The future is right before our eyes whenever we shop at a Coles or Woolworths supermarket. We have the choice of passing our grocery purchases through the hands of a checkout assistant who uses a scanner to identify and price each item. This same assistant packs our purchase into carry bags and supervises our payment choice, giving change if we pay with cash or helping us navigate a card payment through the machine.
We also have the option in those same stores of processing the items purchased through a machine without human help. Swipe each item across the machines scanner and pack it into a convenient carry bag. Payment may be cash or card and the big advantage is speed. It removes the inconvenience of waiting in those long checkout queues.
Statistics tell us that the ratio of shoppers proffering cash steadily declines each year and is replaced by more electronic transactions. The " App " has become the navigation instrument that allows us a wide freedom of choice and now Amazon, that giant American retailer is offering a completely new way of doing grocery shopping. It is opening stores that lack any form of checkout. Customers simply make their choice from the shelves - and walk out. Scanners throughout the store identify each item and debit them against the customers Amazon account via an App. These first stores are merely the forerunner of two thousand this firm is planning to open across the United States. It seems inevitable that this form of marketing will spread to the rest of the world.
Whether you like or loathe this idea it is a harbinger of what is coming in the elimination of the vast array of low skilled jobs that absorbed a huge component of the work force. Electronics and robotics are advancing at warp speed and the Committee for the Economic Development of Australia predicts that forty percent of all existing jobs will disappear in the next two decades.
That is frightening when we consider the impact that could deliver on retailing employment. Already we are seeing bricks and mortar stores under stress from Online shopping and general merchandise is fast adopting a self serve approach to contain costs. If the days of the " Checkout Chick " are now numbered, perhaps those of the vast array who serve behind counters across the entire retail spectrum are sure to follow.
Our education system is not doing well in comparison with the rest of the world. We are a first world country churning out a mixed skill percentage which dooms the unskilled to ever decreasing job opportunities. In the past, a significant section of the workforce was employed in what we termed the low to medium skilled sector. Clerical and retail were a big component of that grouping.
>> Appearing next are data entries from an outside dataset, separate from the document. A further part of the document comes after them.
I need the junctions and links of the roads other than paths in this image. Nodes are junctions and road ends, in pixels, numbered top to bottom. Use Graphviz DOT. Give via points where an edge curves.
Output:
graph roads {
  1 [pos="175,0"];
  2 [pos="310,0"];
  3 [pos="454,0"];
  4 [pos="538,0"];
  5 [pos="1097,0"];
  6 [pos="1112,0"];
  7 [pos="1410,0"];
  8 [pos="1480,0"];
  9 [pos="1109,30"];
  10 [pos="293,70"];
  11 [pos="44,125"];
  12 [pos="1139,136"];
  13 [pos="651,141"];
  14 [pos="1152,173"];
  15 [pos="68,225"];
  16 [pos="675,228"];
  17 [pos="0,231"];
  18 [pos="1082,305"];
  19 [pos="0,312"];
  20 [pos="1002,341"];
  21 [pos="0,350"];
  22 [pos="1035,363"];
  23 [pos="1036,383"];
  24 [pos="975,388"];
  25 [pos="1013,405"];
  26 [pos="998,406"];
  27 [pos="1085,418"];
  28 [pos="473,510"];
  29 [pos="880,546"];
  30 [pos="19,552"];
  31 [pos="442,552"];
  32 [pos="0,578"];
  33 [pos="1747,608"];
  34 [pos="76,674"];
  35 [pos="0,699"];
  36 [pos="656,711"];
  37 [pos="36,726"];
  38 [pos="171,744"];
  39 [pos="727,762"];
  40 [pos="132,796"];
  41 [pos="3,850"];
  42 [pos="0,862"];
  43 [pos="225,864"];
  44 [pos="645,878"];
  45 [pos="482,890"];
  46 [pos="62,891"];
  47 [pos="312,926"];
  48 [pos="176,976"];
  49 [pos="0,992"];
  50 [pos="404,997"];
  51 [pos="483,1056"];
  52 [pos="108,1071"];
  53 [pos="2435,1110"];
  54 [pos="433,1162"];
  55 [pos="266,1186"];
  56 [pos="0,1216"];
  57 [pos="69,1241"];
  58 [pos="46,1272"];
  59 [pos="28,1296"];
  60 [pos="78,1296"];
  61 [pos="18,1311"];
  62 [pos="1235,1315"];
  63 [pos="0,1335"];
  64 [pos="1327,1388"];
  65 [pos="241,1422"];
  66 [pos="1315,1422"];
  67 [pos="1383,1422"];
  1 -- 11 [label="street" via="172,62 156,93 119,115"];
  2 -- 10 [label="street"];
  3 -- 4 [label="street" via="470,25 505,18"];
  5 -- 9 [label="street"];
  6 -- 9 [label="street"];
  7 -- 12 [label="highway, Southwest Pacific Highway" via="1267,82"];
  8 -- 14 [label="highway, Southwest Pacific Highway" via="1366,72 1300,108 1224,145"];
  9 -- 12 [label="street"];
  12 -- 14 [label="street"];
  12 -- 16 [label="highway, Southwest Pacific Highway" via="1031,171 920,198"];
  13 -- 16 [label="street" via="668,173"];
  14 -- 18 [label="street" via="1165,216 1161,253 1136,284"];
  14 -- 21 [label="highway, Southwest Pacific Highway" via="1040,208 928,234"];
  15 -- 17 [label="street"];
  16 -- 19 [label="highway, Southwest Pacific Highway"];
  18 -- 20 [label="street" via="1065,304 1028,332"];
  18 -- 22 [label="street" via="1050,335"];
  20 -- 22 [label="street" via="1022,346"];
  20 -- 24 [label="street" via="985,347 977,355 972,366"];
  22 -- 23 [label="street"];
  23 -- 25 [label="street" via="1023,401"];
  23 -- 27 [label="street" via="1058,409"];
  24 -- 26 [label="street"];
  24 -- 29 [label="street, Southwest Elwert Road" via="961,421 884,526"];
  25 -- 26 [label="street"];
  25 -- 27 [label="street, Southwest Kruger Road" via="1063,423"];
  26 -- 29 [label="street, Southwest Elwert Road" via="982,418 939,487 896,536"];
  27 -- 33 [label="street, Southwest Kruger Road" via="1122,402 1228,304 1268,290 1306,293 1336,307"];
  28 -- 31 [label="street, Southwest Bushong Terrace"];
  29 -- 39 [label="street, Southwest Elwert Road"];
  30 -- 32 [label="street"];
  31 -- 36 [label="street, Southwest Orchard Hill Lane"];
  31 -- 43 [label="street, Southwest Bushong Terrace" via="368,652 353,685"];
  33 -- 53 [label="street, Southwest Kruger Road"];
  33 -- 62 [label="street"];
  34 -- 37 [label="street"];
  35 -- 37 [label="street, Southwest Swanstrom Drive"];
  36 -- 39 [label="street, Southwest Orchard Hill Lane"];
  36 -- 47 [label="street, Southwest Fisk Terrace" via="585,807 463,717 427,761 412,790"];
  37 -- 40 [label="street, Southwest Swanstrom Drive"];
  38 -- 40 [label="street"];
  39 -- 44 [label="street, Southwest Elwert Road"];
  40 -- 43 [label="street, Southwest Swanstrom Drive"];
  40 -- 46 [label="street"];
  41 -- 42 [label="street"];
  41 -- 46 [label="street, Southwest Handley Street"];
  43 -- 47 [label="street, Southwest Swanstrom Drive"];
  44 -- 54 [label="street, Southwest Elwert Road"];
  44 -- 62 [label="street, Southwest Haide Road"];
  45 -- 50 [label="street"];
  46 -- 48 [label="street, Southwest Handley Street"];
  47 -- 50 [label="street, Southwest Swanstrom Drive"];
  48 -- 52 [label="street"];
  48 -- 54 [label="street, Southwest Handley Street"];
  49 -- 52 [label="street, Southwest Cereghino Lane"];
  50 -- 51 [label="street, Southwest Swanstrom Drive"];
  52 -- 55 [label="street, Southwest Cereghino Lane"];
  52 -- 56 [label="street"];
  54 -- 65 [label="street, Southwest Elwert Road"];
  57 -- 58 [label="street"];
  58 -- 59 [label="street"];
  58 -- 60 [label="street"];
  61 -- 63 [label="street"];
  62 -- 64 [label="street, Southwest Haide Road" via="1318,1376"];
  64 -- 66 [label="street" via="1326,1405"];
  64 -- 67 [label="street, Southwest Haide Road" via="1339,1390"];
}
That seems to be the skill sector that is about to join the jobless.
Strangely, we are a country that has almost a permanent class of unemployed and at the same time a desperate need to fill a vast array of unfilled job opportunities. Bringing in the fruit and vegetable harvest is reliant on attracting overseas backpackers to do this work. These are jobs shunned by those not prepared to move to where work is available or undertake the type of work offering.
The Australia we live in is going to become a very different place a decade or so from now. So far we have been throwing money at the education system - with very poor results. It is time we adopted a national curriculum and got serious about education standards. We need to train our young people for the jobs of the future, not look to the past for opportunities that are fast disappearing.